PROBLEM STATEMENT: Every line of the data is to be retyped exactly.
_ _ _ _ _
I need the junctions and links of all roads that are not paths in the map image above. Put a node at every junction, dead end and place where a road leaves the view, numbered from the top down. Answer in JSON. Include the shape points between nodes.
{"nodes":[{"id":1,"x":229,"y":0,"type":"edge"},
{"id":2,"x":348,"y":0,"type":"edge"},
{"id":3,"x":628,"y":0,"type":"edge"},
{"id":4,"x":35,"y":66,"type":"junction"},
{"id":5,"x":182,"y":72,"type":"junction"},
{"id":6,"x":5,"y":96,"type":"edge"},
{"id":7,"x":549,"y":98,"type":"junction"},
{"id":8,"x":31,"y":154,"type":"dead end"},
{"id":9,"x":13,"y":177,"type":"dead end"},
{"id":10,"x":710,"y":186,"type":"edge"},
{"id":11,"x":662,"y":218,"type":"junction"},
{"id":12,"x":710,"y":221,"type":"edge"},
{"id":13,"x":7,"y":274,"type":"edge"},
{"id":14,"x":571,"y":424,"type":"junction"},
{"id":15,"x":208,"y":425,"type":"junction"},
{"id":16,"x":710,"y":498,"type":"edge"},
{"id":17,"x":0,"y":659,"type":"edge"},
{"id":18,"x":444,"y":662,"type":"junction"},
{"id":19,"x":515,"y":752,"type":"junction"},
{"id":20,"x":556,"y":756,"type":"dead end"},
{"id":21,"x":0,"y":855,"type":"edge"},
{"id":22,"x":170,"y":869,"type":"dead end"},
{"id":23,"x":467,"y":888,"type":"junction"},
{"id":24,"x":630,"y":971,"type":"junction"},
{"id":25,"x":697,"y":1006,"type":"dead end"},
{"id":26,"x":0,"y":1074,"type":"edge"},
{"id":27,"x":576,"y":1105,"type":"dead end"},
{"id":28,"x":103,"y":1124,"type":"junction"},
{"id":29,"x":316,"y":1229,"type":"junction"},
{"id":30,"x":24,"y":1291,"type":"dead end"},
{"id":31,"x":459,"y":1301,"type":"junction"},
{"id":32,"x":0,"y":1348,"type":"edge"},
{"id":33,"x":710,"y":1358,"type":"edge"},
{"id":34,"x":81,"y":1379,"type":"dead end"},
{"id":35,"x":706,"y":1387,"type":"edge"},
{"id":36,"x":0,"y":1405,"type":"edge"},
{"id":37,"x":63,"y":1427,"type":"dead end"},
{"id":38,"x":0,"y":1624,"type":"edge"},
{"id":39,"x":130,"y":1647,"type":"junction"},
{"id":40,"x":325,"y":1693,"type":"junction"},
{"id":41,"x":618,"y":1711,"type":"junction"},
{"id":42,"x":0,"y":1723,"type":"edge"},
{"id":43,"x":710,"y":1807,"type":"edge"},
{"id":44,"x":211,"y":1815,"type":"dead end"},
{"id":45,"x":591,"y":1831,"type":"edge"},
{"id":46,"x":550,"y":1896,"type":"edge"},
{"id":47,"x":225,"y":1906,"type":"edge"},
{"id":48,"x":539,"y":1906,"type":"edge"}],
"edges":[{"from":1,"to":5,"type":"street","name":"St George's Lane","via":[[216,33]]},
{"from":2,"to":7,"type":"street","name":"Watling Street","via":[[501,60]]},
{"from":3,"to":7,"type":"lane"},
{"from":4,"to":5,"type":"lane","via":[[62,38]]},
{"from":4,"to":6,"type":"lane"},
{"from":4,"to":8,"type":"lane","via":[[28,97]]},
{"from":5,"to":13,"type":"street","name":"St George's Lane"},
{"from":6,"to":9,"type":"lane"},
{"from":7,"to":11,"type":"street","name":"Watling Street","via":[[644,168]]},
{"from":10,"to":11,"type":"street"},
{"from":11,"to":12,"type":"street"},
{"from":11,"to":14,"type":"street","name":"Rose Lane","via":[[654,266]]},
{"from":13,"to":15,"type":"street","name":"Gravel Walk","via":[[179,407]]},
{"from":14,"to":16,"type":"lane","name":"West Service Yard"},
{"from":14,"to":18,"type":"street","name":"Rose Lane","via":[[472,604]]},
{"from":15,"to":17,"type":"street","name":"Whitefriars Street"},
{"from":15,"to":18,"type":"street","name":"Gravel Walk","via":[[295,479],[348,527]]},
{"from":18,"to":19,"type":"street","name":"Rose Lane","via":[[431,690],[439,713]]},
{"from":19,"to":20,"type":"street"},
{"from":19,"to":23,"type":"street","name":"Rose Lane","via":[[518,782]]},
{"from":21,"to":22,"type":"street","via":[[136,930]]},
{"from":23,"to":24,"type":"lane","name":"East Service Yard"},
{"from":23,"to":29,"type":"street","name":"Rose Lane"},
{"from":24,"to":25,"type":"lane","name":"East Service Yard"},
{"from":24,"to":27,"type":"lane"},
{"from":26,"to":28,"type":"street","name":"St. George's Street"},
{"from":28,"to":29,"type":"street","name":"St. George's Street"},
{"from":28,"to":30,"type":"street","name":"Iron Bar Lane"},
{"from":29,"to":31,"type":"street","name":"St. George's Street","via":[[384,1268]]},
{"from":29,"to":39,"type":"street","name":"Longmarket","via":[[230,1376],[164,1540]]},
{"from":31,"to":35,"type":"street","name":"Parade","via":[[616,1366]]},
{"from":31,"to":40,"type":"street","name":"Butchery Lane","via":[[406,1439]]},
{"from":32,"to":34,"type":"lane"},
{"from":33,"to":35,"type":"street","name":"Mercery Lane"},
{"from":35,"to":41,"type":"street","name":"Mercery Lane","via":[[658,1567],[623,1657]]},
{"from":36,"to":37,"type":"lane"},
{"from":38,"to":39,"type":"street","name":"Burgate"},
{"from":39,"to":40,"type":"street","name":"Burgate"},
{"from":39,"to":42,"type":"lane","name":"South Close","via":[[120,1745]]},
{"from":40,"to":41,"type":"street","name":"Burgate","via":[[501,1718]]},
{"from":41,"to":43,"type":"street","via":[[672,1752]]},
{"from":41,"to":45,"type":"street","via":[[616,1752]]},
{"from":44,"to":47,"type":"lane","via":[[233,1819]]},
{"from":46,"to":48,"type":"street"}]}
_ _ _ _ _
OUTPUT BELOW:
I need the junctions and links of all roads that are not paths in the map image above. Put a node at every junction, dead end and place where a road leaves the view, numbered from the top down. Answer in JSON. Include the shape points between nodes.
{"nodes":[{"id":1,"x":229,"y":0,"type":"edge"},
{"id":2,"x":348,"y":0,"type":"edge"},
{"id":3,"x":628,"y":0,"type":"edge"},
{"id":4,"x":35,"y":66,"type":"junction"},
{"id":5,"x":182,"y":72,"type":"junction"},
{"id":6,"x":5,"y":96,"type":"edge"},
{"id":7,"x":549,"y":98,"type":"junction"},
{"id":8,"x":31,"y":154,"type":"dead end"},
{"id":9,"x":13,"y":177,"type":"dead end"},
{"id":10,"x":710,"y":186,"type":"edge"},
{"id":11,"x":662,"y":218,"type":"junction"},
{"id":12,"x":710,"y":221,"type":"edge"},
{"id":13,"x":7,"y":274,"type":"edge"},
{"id":14,"x":571,"y":424,"type":"junction"},
{"id":15,"x":208,"y":425,"type":"junction"},
{"id":16,"x":710,"y":498,"type":"edge"},
{"id":17,"x":0,"y":659,"type":"edge"},
{"id":18,"x":444,"y":662,"type":"junction"},
{"id":19,"x":515,"y":752,"type":"junction"},
{"id":20,"x":556,"y":756,"type":"dead end"},
{"id":21,"x":0,"y":855,"type":"edge"},
{"id":22,"x":170,"y":869,"type":"dead end"},
{"id":23,"x":467,"y":888,"type":"junction"},
{"id":24,"x":630,"y":971,"type":"junction"},
{"id":25,"x":697,"y":1006,"type":"dead end"},
{"id":26,"x":0,"y":1074,"type":"edge"},
{"id":27,"x":576,"y":1105,"type":"dead end"},
{"id":28,"x":103,"y":1124,"type":"junction"},
{"id":29,"x":316,"y":1229,"type":"junction"},
{"id":30,"x":24,"y":1291,"type":"dead end"},
{"id":31,"x":459,"y":1301,"type":"junction"},
{"id":32,"x":0,"y":1348,"type":"edge"},
{"id":33,"x":710,"y":1358,"type":"edge"},
{"id":34,"x":81,"y":1379,"type":"dead end"},
{"id":35,"x":706,"y":1387,"type":"edge"},
{"id":36,"x":0,"y":1405,"type":"edge"},
{"id":37,"x":63,"y":1427,"type":"dead end"},
{"id":38,"x":0,"y":1624,"type":"edge"},
{"id":39,"x":130,"y":1647,"type":"junction"},
{"id":40,"x":325,"y":1693,"type":"junction"},
{"id":41,"x":618,"y":1711,"type":"junction"},
{"id":42,"x":0,"y":1723,"type":"edge"},
{"id":43,"x":710,"y":1807,"type":"edge"},
{"id":44,"x":211,"y":1815,"type":"dead end"},
{"id":45,"x":591,"y":1831,"type":"edge"},
{"id":46,"x":550,"y":1896,"type":"edge"},
{"id":47,"x":225,"y":1906,"type":"edge"},
{"id":48,"x":539,"y":1906,"type":"edge"}],
"edges":[{"from":1,"to":5,"type":"street","name":"St George's Lane","via":[[216,33]]},
{"from":2,"to":7,"type":"street","name":"Watling Street","via":[[501,60]]},
{"from":3,"to":7,"type":"lane"},
{"from":4,"to":5,"type":"lane","via":[[62,38]]},
{"from":4,"to":6,"type":"lane"},
{"from":4,"to":8,"type":"lane","via":[[28,97]]},
{"from":5,"to":13,"type":"street","name":"St George's Lane"},
{"from":6,"to":9,"type":"lane"},
{"from":7,"to":11,"type":"street","name":"Watling Street","via":[[644,168]]},
{"from":10,"to":11,"type":"street"},
{"from":11,"to":12,"type":"street"},
{"from":11,"to":14,"type":"street","name":"Rose Lane","via":[[654,266]]},
{"from":13,"to":15,"type":"street","name":"Gravel Walk","via":[[179,407]]},
{"from":14,"to":16,"type":"lane","name":"West Service Yard"},
{"from":14,"to":18,"type":"street","name":"Rose Lane","via":[[472,604]]},
{"from":15,"to":17,"type":"street","name":"Whitefriars Street"},
{"from":15,"to":18,"type":"street","name":"Gravel Walk","via":[[295,479],[348,527]]},
{"from":18,"to":19,"type":"street","name":"Rose Lane","via":[[431,690],[439,713]]},
{"from":19,"to":20,"type":"street"},
{"from":19,"to":23,"type":"street","name":"Rose Lane","via":[[518,782]]},
{"from":21,"to":22,"type":"street","via":[[136,930]]},
{"from":23,"to":24,"type":"lane","name":"East Service Yard"},
{"from":23,"to":29,"type":"street","name":"Rose Lane"},
{"from":24,"to":25,"type":"lane","name":"East Service Yard"},
{"from":24,"to":27,"type":"lane"},
{"from":26,"to":28,"type":"street","name":"St. George's Street"},
{"from":28,"to":29,"type":"street","name":"St. George's Street"},
{"from":28,"to":30,"type":"street","name":"Iron Bar Lane"},
{"from":29,"to":31,"type":"street","name":"St. George's Street","via":[[384,1268]]},
{"from":29,"to":39,"type":"street","name":"Longmarket","via":[[230,1376],[164,1540]]},
{"from":31,"to":35,"type":"street","name":"Parade","via":[[616,1366]]},
{"from":31,"to":40,"type":"street","name":"Butchery Lane","via":[[406,1439]]},
{"from":32,"to":34,"type":"lane"},
{"from":33,"to":35,"type":"street","name":"Mercery Lane"},
{"from":35,"to":41,"type":"street","name":"Mercery Lane","via":[[658,1567],[623,1657]]},
{"from":36,"to":37,"type":"lane"},
{"from":38,"to":39,"type":"street","name":"Burgate"},
{"from":39,"to":40,"type":"street","name":"Burgate"},
{"from":39,"to":42,"type":"lane","name":"South Close","via":[[120,1745]]},
{"from":40,"to":41,"type":"street","name":"Burgate","via":[[501,1718]]},
{"from":41,"to":43,"type":"street","via":[[672,1752]]},
{"from":41,"to":45,"type":"street","via":[[616,1752]]},
{"from":44,"to":47,"type":"lane","via":[[233,1819]]},
{"from":46,"to":48,"type":"street"}]}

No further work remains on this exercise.